Modeling kernel[edit]

The modeling kernel is a set of methods generally programmed in a low level programming language such as C. Libraries contain methods for creating graphical objects (draw line, extrude, etc.) as well manipulating them (rotate, join, union, etc.). These operations are mainly based on parametric equations and due to the number of objects and vertexes are often time consuming. Since these arithmetical operations are running in the computer's CPU, computers used for CAD tend to have high end processors.

Visualization[edit]

Objects are displayed on screen.

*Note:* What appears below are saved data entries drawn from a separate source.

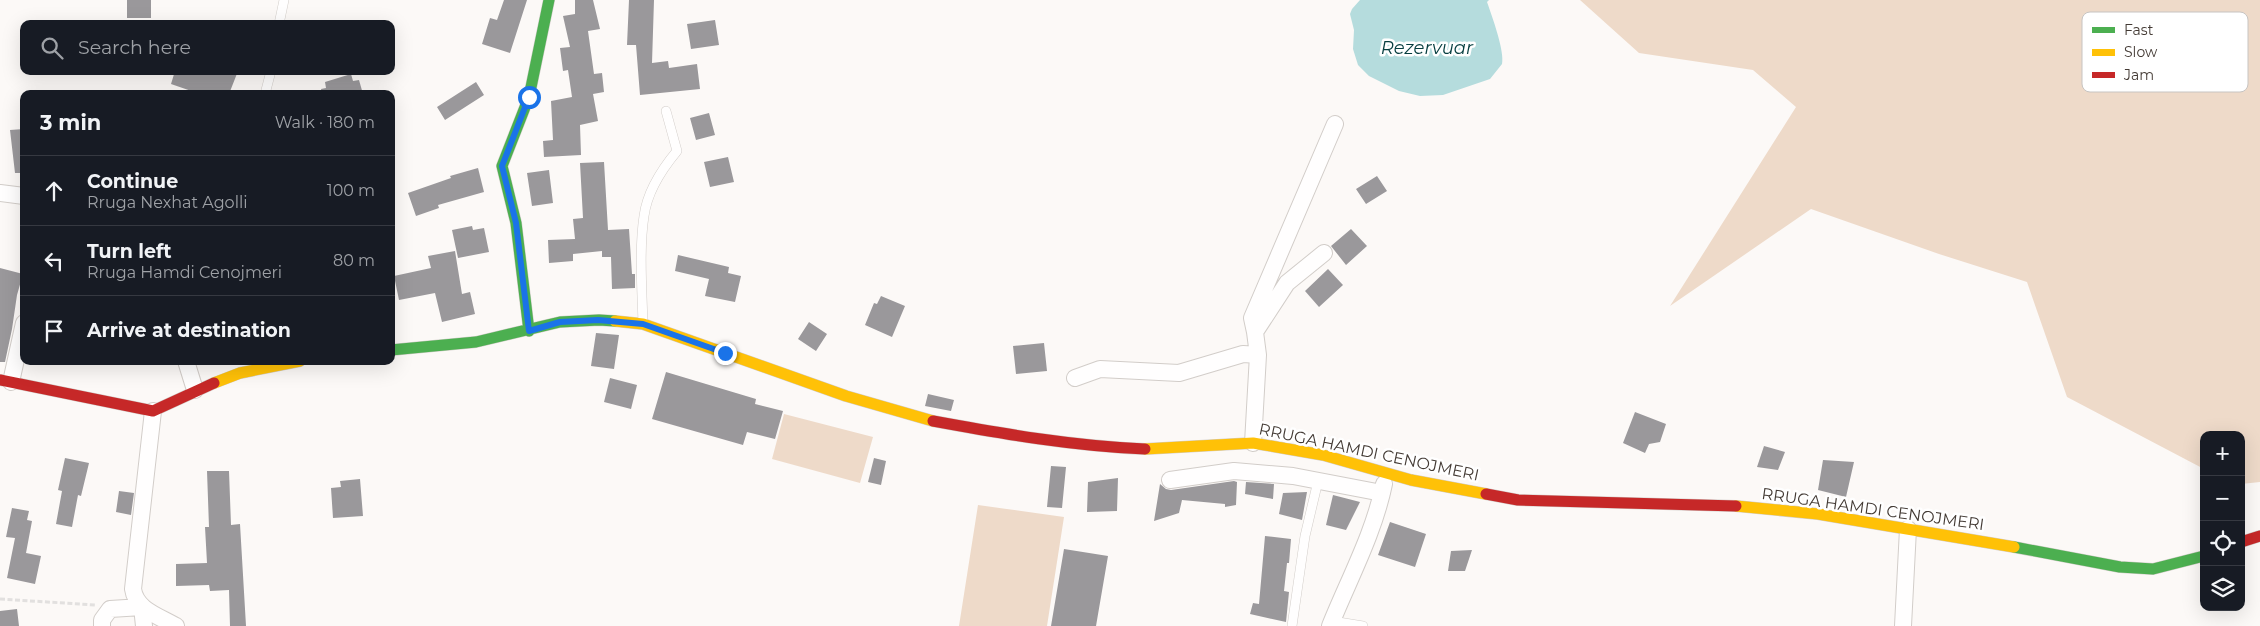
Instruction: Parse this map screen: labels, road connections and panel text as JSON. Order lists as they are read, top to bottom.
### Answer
{
  "streets": {
    "street": ["RRUGA HAMDI CENOJMERI"]
  },
  "water": ["Rezervuar"],
  "legend": ["Fast", "Slow", "Jam"],
  "page": {
    "search": "Search here",
    "heading": ["3 min", "Walk · 180 m"],
    "list": [
      ["Continue", "Rruga Nexhat Agolli", "100 m"],
      ["Turn left", "Rruga Hamdi Cenojmeri", "80 m"],
      "Arrive at destination"
    ],
    "map_buttons": ["+", "−"]
  }
}
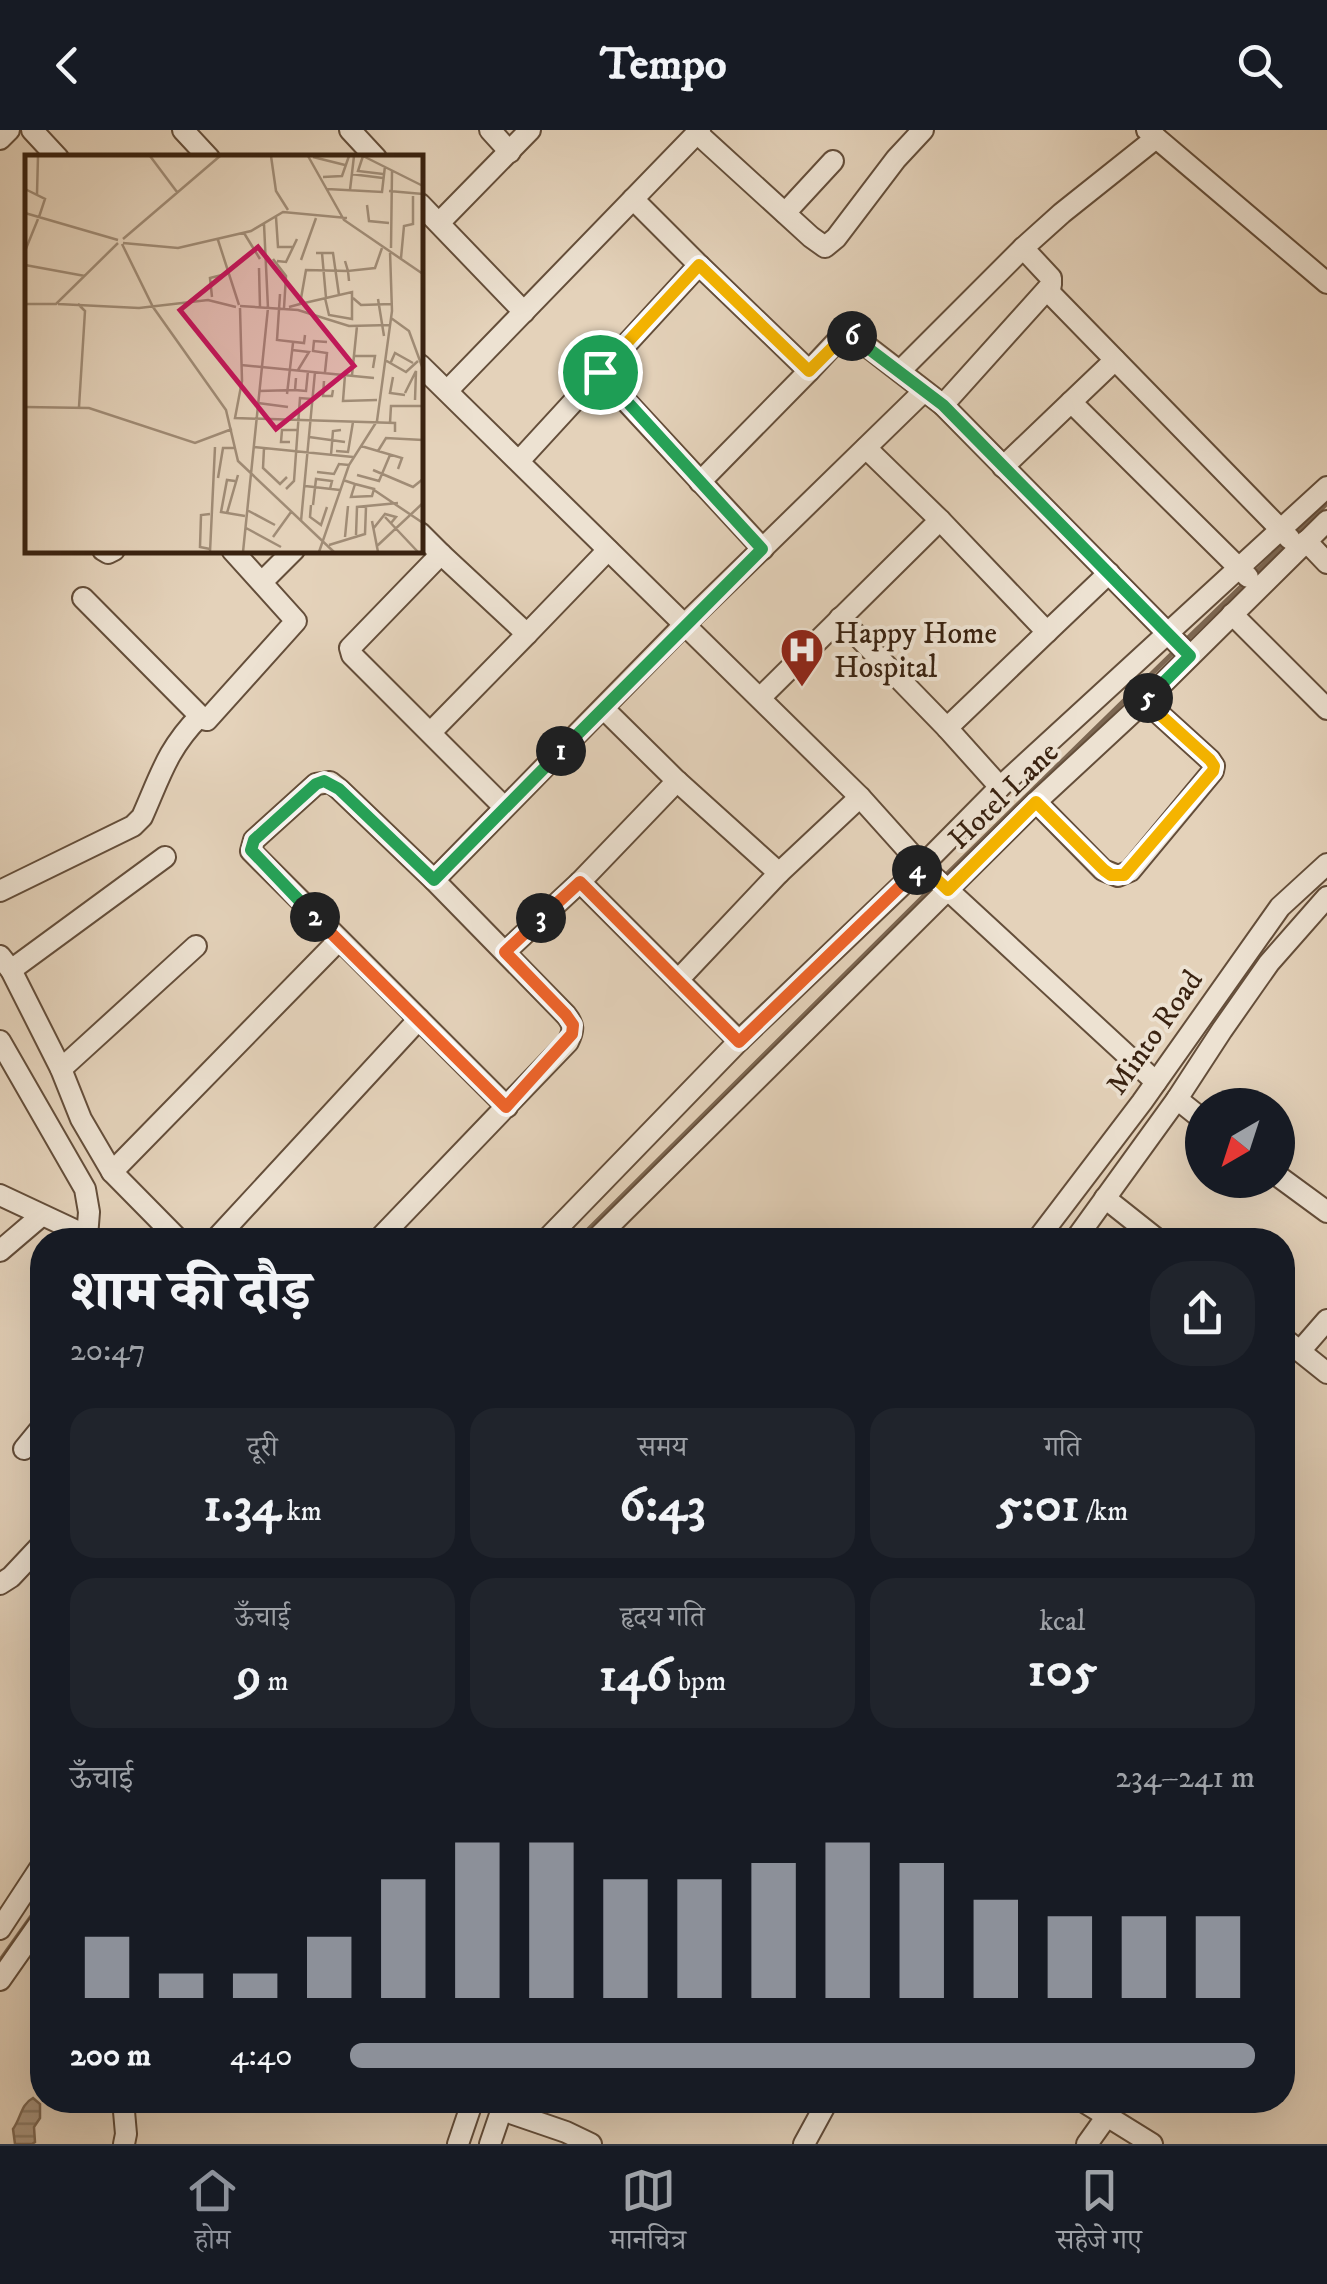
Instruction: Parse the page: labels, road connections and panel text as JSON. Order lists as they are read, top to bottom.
{
  "streets": {
    "street": ["Hotel Lane", "Minto Road"]
  },
  "places": {
    "hospital": ["Happy Home Hospital"]
  },
  "north": "bottom left",
  "page": {
    "header": "Tempo",
    "pins": [
      "6",
      "5",
      "1",
      "4",
      "2",
      "3"
    ],
    "heading": ["शाम की दौड़", "20:47"],
    "stats": [
      ["दूरी", "1.34 km"],
      ["समय", "6:43"],
      ["गति", "5:01 /km"],
      ["ऊँचाई", "9 m"],
      ["हृदय गति", "146 bpm"],
      ["kcal", "105"]
    ],
    "chart": ["ऊँचाई", "234–241 m"],
    "list": [
      {
        "name": "200 m",
        "note": "4:40"
      }
    ],
    "tabs": ["होम", "मानचित्र", "सहेजे गए"]
  }
}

Visualization, especially 3D graphics, consumes a lot of resources, memory, and processor time. 3D geometry, transparency, light and shadow, fog, different material properties, etc. all must be taken into account when calculating a scene. Simplified views shown during on-screen part rotation must even be calculated several times a second. To ease the burden and speed up operations, the visualization layer is distributed between the CPU and GPU (graphics card). DirectX and OpenGL APIs are used. The GPU is specially designed for processing images, so CAD visualization layers are increasingly being designed to take advantage of graphics card capabilities.

Tasks to do[edit]

As good engineers, we will create a simple CAD from cheap and widely available components. Quite probably you have them already installed.

We will use:

  • Text file as the database.
  • Database records must have some defined structure, we will use SVG for this purpose.
  • Text or XML editor to create and change records.
  • SVG enabled browser such as Firefox or Opera to read SVG file and to view it.

To:

  • Understand SVG basics and create really simple vector graphics.
  • Manipulate SVG in memory i.e. change DOM dynamically
  • Create GUI to interact with user using ECMAScript (JavaScript)

... and to "program" a 2D "CAD" in three simple steps

You will need[edit]

Lesson[edit]

Step One - Draw Line[edit]

Let's start with something simple, very simple. We will draw SVG line from point 0,0 to 100,100. SVG is a standard defined by W3C Consortium. We will use W3C SVG 1.1 reference, especially line definition and examples. Write following code using any text editor such as Notepad.

<?xml version="1.0"?>
 <svg width="200" height="200" xmlns="http://www.w3.org/2000/svg" version="1.1">
  <line x1="0" y1="0" x2="100" y2="100" stroke="black"/>
 </svg>

... save it as a text file, for example linetest.svg. Open it in browser and ... you should see the line.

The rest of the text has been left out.